Isabel Samaras

 

   Isabel Samaras is the original Devil Babe, whose beautiful and sometimes saucy work results from the alchemy of high and low culture cooked in the crucible of the wicked female mind. Her impassioned paintings glow with the golden light of the Old Masters and blue light of the cathode tube. As one critic noted, "Samaras' work is classical in technique and pop in content -- she's best known for naughtily transforming television and other pop icons."
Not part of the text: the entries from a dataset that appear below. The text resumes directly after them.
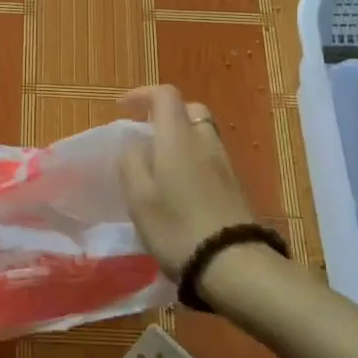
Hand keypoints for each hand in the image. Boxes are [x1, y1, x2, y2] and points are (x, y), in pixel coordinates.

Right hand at [118, 85, 255, 275]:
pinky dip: (192, 158)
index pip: (165, 95)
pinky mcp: (234, 186)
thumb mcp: (139, 196)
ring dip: (180, 138)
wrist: (231, 263)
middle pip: (190, 110)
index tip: (123, 107)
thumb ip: (131, 161)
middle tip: (145, 133)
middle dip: (166, 114)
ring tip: (159, 162)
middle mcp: (204, 142)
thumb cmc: (176, 227)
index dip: (142, 94)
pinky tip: (179, 185)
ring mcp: (224, 164)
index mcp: (178, 138)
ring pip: (202, 134)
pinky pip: (209, 157)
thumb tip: (134, 142)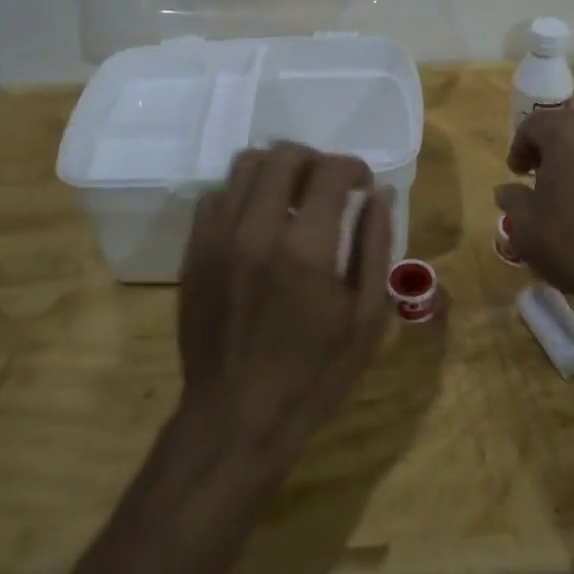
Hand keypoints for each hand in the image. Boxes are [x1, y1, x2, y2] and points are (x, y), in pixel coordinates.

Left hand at [176, 142, 393, 475]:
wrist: (236, 419)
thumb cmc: (314, 375)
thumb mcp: (367, 318)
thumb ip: (375, 246)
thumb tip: (380, 195)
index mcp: (306, 248)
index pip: (329, 171)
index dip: (354, 168)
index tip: (363, 185)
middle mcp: (256, 230)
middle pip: (283, 155)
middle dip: (316, 160)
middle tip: (330, 187)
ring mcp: (217, 238)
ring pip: (244, 165)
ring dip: (277, 170)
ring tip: (293, 198)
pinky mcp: (193, 252)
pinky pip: (215, 195)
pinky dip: (242, 194)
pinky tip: (258, 222)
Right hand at [494, 109, 573, 331]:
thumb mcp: (526, 227)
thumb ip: (512, 200)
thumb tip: (508, 190)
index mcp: (567, 132)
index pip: (534, 124)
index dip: (519, 147)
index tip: (516, 174)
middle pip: (567, 129)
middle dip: (550, 152)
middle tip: (540, 182)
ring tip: (572, 196)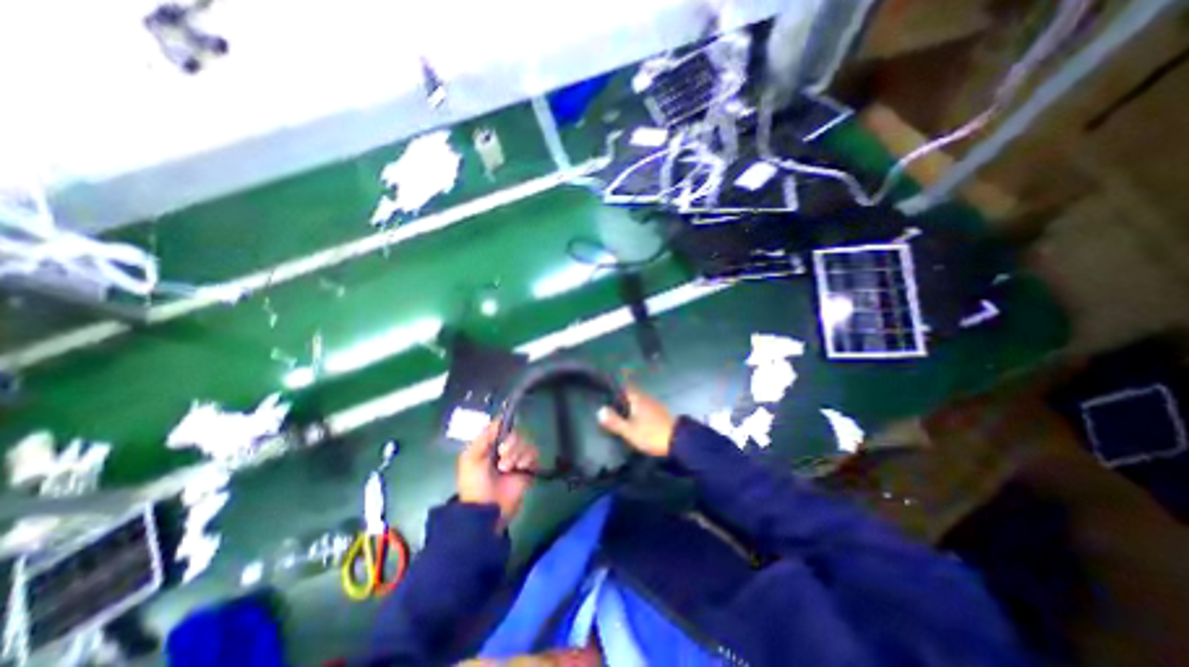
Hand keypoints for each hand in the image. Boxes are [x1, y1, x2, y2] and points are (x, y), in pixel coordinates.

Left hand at [456, 418, 538, 528]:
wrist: (487, 509)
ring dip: (517, 454)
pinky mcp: (528, 469)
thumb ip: (483, 437)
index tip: (500, 436)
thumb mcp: (470, 459)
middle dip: (510, 444)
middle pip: (516, 433)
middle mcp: (505, 450)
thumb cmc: (474, 484)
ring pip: (526, 443)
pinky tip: (520, 468)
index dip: (503, 428)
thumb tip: (498, 420)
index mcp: (490, 446)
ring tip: (507, 469)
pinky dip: (527, 459)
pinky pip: (534, 454)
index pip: (502, 427)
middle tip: (502, 458)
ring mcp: (517, 459)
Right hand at [601, 387, 672, 459]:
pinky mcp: (661, 415)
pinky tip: (636, 421)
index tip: (606, 388)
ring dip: (631, 405)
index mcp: (638, 399)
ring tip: (621, 414)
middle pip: (632, 394)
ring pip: (639, 402)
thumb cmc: (652, 434)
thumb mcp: (629, 431)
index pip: (625, 387)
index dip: (616, 386)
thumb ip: (615, 421)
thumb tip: (600, 411)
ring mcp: (656, 406)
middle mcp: (647, 399)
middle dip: (622, 397)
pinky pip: (646, 409)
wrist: (679, 441)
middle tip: (611, 404)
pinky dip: (639, 412)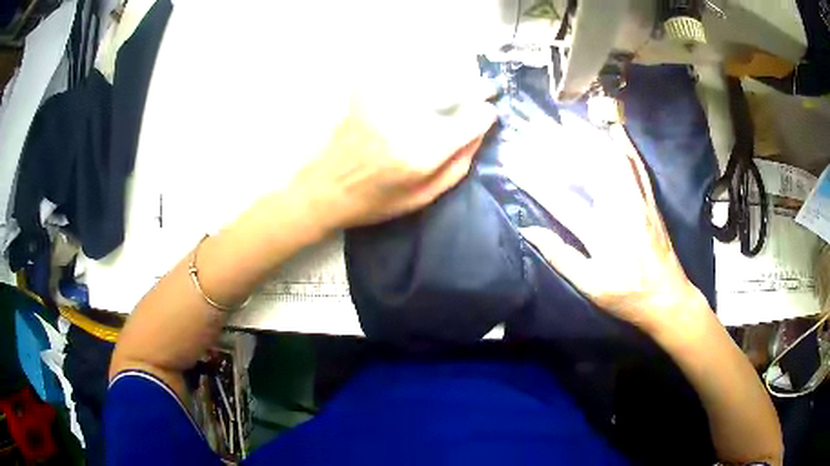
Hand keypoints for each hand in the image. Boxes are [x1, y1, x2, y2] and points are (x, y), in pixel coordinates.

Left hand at [289, 92, 495, 232]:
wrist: (324, 190)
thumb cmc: (374, 203)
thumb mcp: (421, 199)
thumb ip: (456, 168)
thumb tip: (479, 135)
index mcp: (421, 155)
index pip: (469, 121)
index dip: (484, 114)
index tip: (489, 112)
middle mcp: (405, 123)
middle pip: (451, 92)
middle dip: (473, 89)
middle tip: (485, 88)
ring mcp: (383, 105)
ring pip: (428, 80)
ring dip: (448, 80)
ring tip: (456, 85)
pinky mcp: (366, 96)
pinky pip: (400, 77)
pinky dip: (417, 76)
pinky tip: (422, 81)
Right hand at [521, 125, 707, 332]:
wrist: (668, 297)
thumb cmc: (628, 296)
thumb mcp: (591, 286)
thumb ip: (561, 257)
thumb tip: (528, 231)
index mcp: (603, 234)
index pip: (562, 200)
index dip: (535, 180)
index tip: (512, 161)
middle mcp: (621, 208)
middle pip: (591, 166)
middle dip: (562, 142)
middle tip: (539, 125)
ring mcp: (639, 199)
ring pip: (614, 157)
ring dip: (590, 134)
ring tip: (569, 119)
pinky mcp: (650, 198)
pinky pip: (637, 163)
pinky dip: (624, 142)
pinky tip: (614, 128)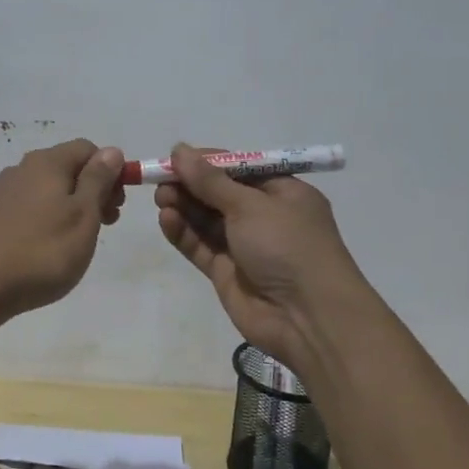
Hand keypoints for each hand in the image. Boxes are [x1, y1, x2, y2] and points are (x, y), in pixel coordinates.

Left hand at [0, 139, 124, 317]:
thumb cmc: (45, 252)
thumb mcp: (84, 216)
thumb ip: (98, 180)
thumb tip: (110, 151)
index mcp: (48, 164)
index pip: (87, 149)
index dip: (109, 171)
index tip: (117, 204)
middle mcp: (20, 170)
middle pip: (63, 168)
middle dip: (89, 189)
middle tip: (104, 224)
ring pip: (38, 188)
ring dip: (61, 204)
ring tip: (71, 238)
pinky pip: (6, 209)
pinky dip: (19, 217)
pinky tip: (17, 233)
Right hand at [154, 143, 373, 366]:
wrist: (308, 318)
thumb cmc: (288, 246)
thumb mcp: (250, 205)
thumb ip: (210, 180)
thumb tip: (179, 149)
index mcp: (282, 193)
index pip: (239, 169)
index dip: (207, 162)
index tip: (175, 157)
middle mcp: (264, 216)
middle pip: (219, 194)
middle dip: (190, 185)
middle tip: (160, 180)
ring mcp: (244, 246)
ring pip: (206, 220)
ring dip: (183, 206)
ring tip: (160, 198)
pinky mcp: (227, 272)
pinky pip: (200, 246)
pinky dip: (183, 232)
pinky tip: (166, 219)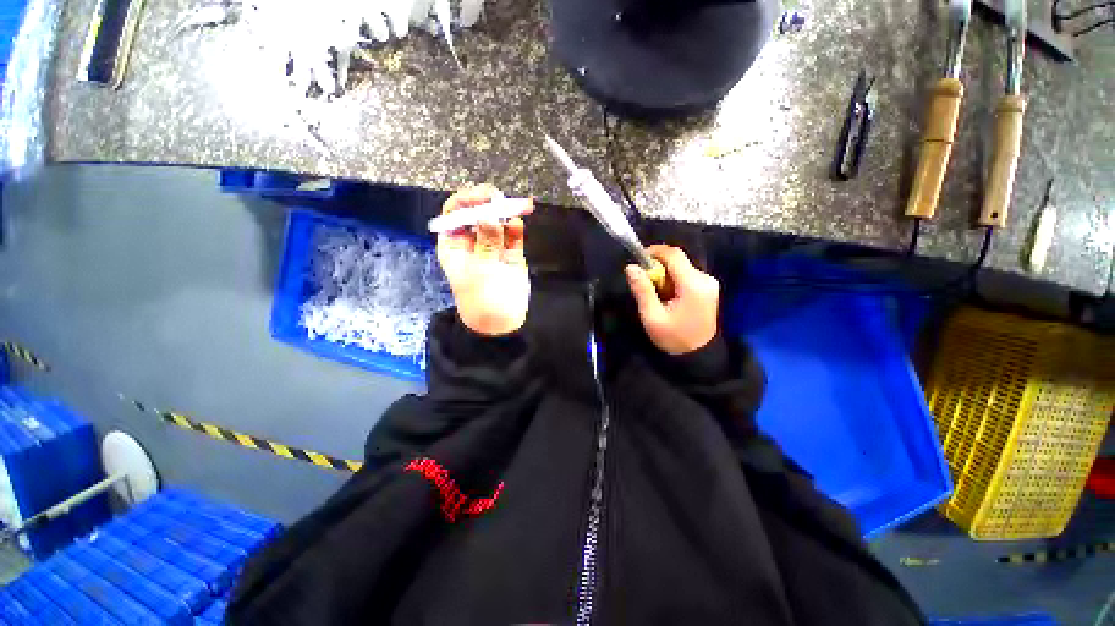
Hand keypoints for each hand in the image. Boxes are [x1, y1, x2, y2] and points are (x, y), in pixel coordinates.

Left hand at [437, 184, 533, 335]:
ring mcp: (493, 246)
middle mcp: (472, 241)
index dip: (467, 201)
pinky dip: (516, 228)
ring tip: (519, 206)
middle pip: (478, 213)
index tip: (484, 197)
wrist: (502, 321)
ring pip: (498, 221)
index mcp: (455, 244)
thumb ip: (486, 244)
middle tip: (501, 199)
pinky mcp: (511, 252)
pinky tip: (518, 223)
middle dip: (489, 203)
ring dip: (506, 212)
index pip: (455, 213)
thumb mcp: (480, 272)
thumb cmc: (482, 299)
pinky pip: (513, 235)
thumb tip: (488, 216)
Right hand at [625, 245, 719, 355]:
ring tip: (656, 294)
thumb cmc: (674, 338)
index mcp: (693, 285)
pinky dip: (673, 281)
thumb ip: (642, 290)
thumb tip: (630, 267)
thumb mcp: (652, 317)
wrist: (699, 356)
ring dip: (665, 275)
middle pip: (678, 261)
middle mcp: (705, 279)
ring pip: (681, 268)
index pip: (674, 254)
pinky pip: (687, 276)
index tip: (639, 260)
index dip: (654, 251)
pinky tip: (668, 297)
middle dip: (658, 267)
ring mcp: (709, 284)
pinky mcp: (708, 289)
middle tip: (645, 283)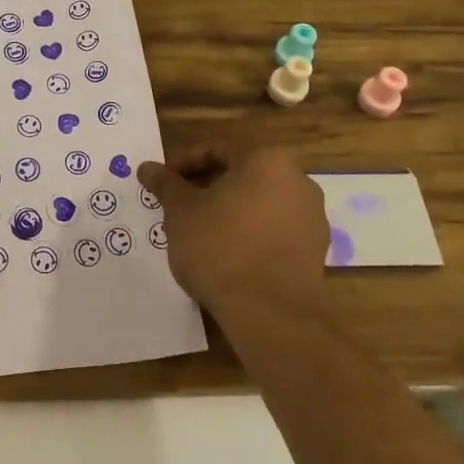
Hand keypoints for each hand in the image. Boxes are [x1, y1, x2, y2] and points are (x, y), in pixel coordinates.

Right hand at [137, 141, 326, 318]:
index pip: (218, 148)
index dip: (185, 163)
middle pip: (242, 173)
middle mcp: (297, 180)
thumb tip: (147, 167)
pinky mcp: (316, 252)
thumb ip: (166, 184)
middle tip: (179, 204)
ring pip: (259, 202)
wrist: (273, 315)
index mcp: (266, 160)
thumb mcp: (181, 212)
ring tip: (200, 231)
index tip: (164, 182)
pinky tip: (227, 255)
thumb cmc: (221, 248)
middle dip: (207, 186)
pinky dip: (250, 233)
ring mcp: (312, 217)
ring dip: (229, 210)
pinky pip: (274, 230)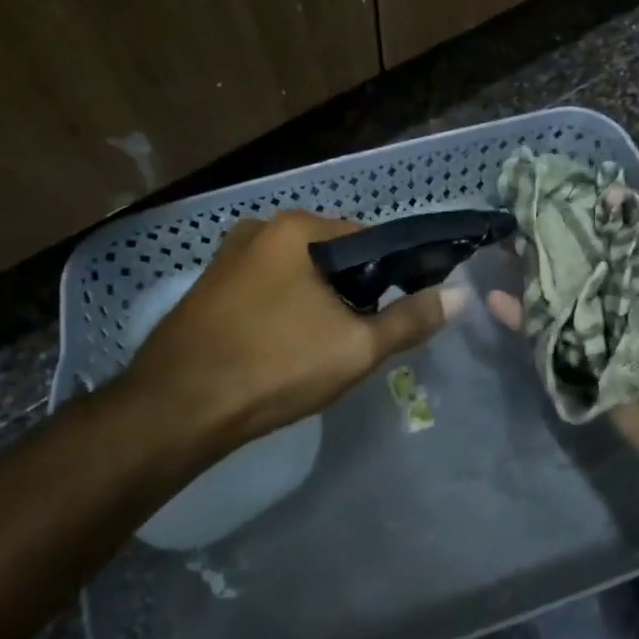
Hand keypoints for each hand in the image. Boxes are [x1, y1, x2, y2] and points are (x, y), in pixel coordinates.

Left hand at [123, 211, 467, 456]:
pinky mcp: (208, 289)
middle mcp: (259, 229)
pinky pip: (266, 291)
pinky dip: (284, 311)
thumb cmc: (275, 366)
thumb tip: (461, 296)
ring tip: (322, 349)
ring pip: (297, 275)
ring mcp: (227, 258)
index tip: (397, 312)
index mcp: (296, 229)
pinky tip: (283, 349)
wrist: (176, 409)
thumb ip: (411, 319)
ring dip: (318, 303)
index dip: (391, 274)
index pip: (368, 238)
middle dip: (352, 292)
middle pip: (330, 256)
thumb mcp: (356, 347)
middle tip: (359, 338)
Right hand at [488, 193, 638, 485]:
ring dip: (530, 271)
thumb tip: (612, 198)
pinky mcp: (578, 359)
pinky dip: (519, 315)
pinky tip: (495, 297)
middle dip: (553, 238)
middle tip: (518, 217)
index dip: (590, 210)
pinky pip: (544, 332)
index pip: (616, 230)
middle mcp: (626, 292)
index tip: (556, 193)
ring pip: (558, 291)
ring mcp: (599, 327)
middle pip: (582, 258)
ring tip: (501, 248)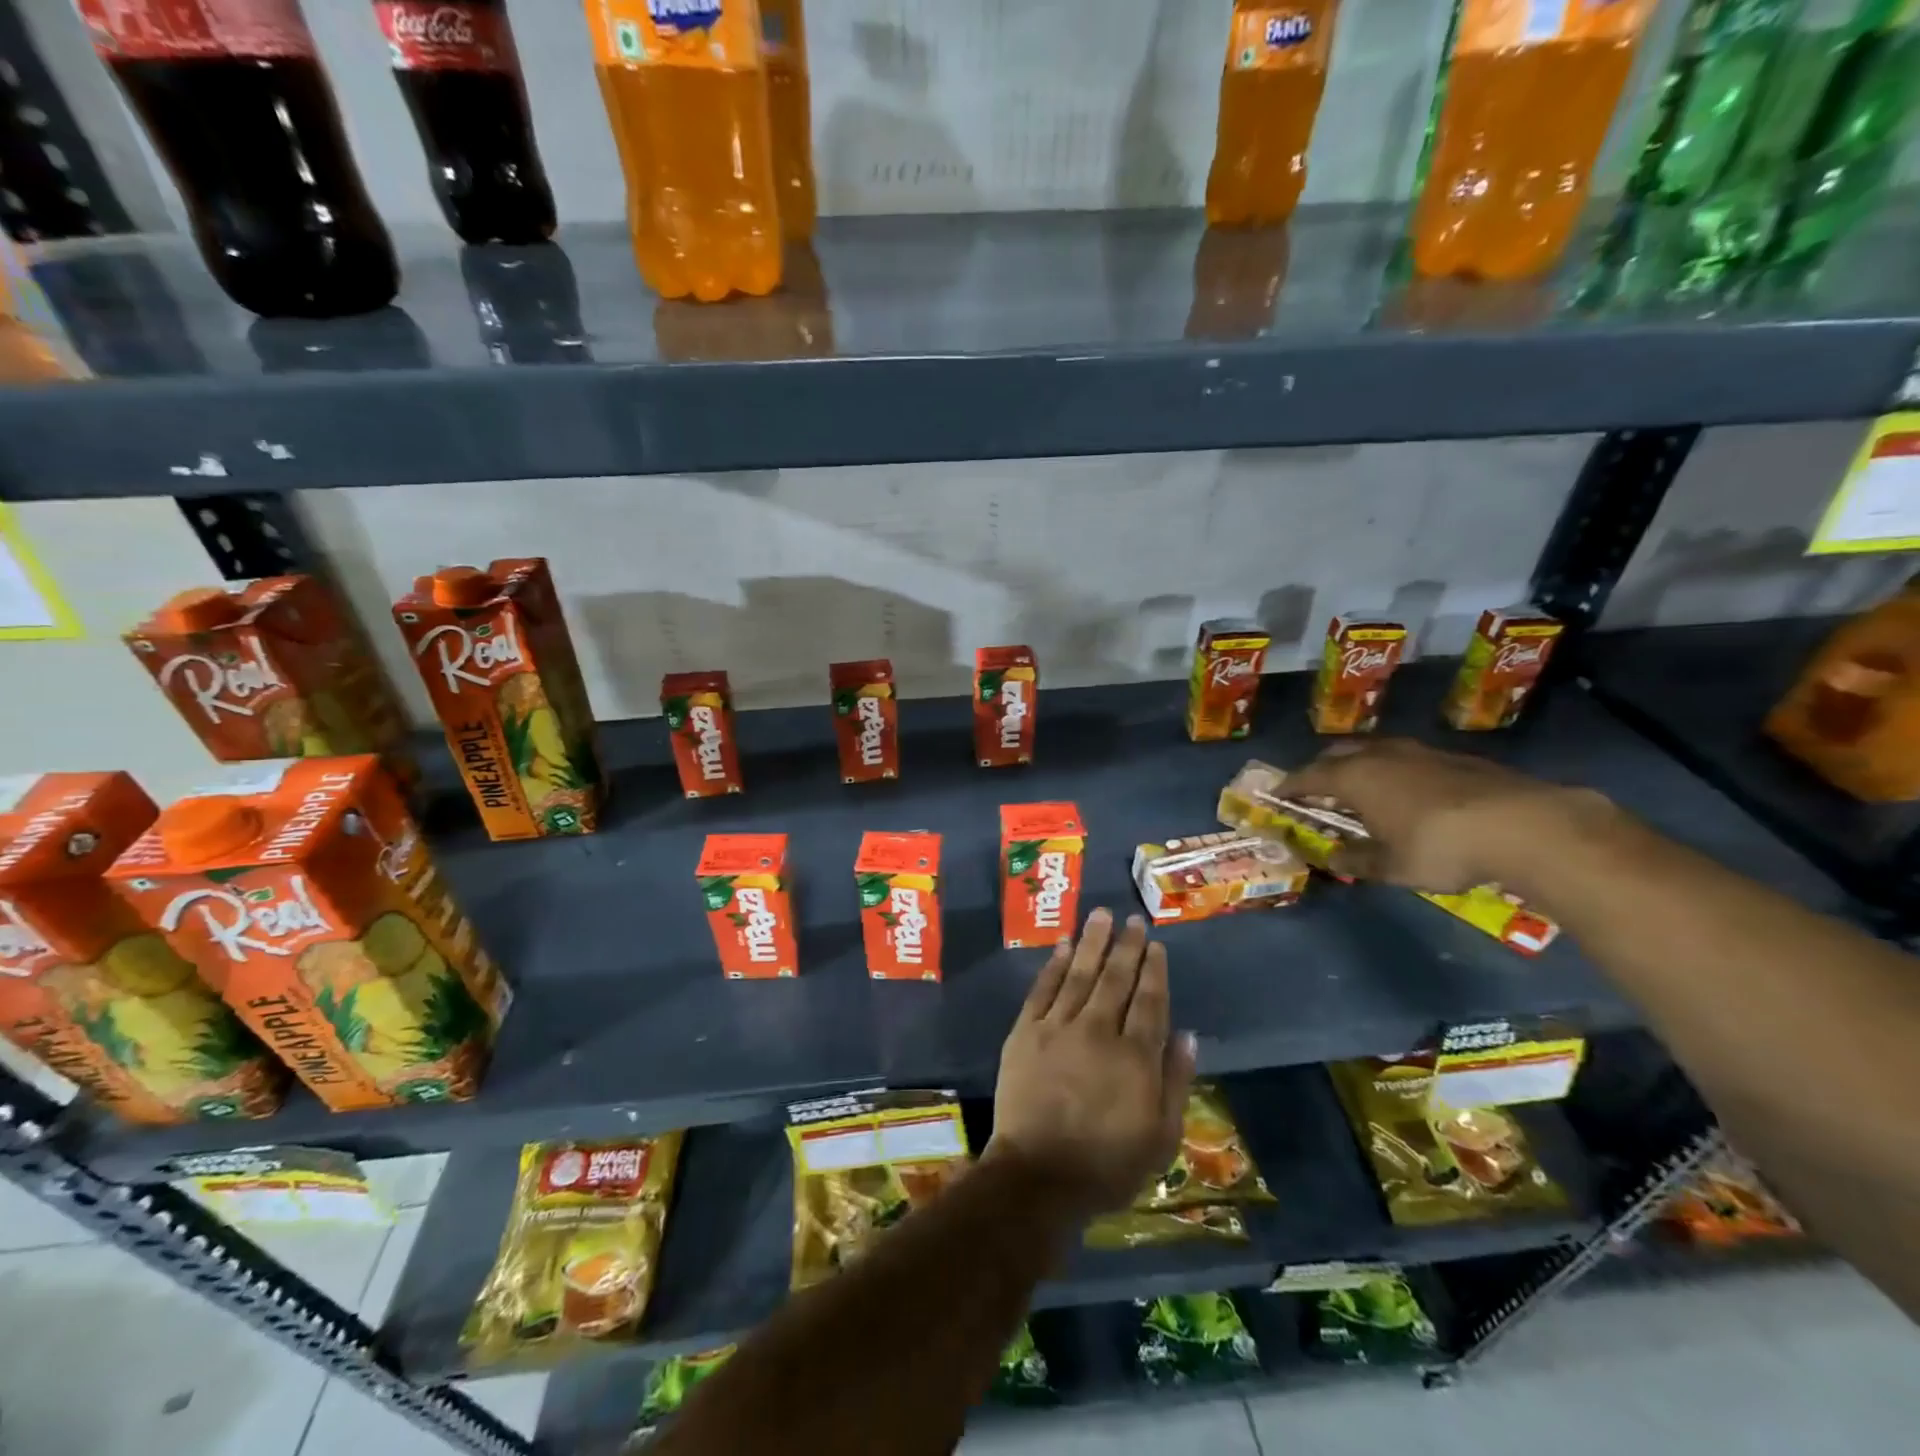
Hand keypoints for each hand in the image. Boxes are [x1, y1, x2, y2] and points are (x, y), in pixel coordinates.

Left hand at [986, 908, 1195, 1217]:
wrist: (1038, 1176)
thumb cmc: (1107, 1165)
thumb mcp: (1161, 1137)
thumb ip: (1175, 1082)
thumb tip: (1187, 1034)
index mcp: (1135, 1056)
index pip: (1149, 1001)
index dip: (1154, 970)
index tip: (1156, 944)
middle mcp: (1098, 1030)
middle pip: (1116, 979)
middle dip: (1127, 946)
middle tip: (1133, 919)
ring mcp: (1058, 1027)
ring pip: (1080, 974)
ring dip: (1093, 942)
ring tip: (1101, 915)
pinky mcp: (1025, 1032)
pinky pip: (1043, 989)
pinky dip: (1054, 964)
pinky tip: (1064, 945)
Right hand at [1285, 738, 1609, 893]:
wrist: (1523, 825)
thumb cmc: (1439, 847)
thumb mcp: (1390, 866)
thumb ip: (1356, 859)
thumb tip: (1332, 857)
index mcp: (1354, 777)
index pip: (1307, 776)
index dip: (1289, 787)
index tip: (1275, 795)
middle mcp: (1380, 756)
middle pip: (1338, 754)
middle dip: (1321, 769)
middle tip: (1315, 790)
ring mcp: (1419, 752)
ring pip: (1375, 751)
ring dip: (1360, 766)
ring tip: (1361, 789)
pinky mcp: (1454, 758)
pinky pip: (1407, 759)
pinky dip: (1394, 772)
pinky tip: (1408, 794)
   It all began, she says, with a lunch box.  “I think the first one was a Catwoman/Batman tin lunch box, which I did just to sort of amuse myself. Why couldn’t Catwoman and Batman ever get it on? I painted it because I wanted to own it, and it didn’t exist.”  Her methods have changed, evolving from the lunch boxes of the early ‘90s through the metal TV trays and wooden game boards of the late ‘90s to the lustrous and alluring oil paintings on wooden panels she currently favors.  But her painted narratives still revolve around issues of secret love, unrequited lust and making things end the way we wish they would.

  Comparing her work to much postmodern painting, one critic writes, “Samaras has created a truly populist art that TV junkies and art history buffs alike can have fun with.  Moreover, her multilayered paintings offer plenty of food for thought.”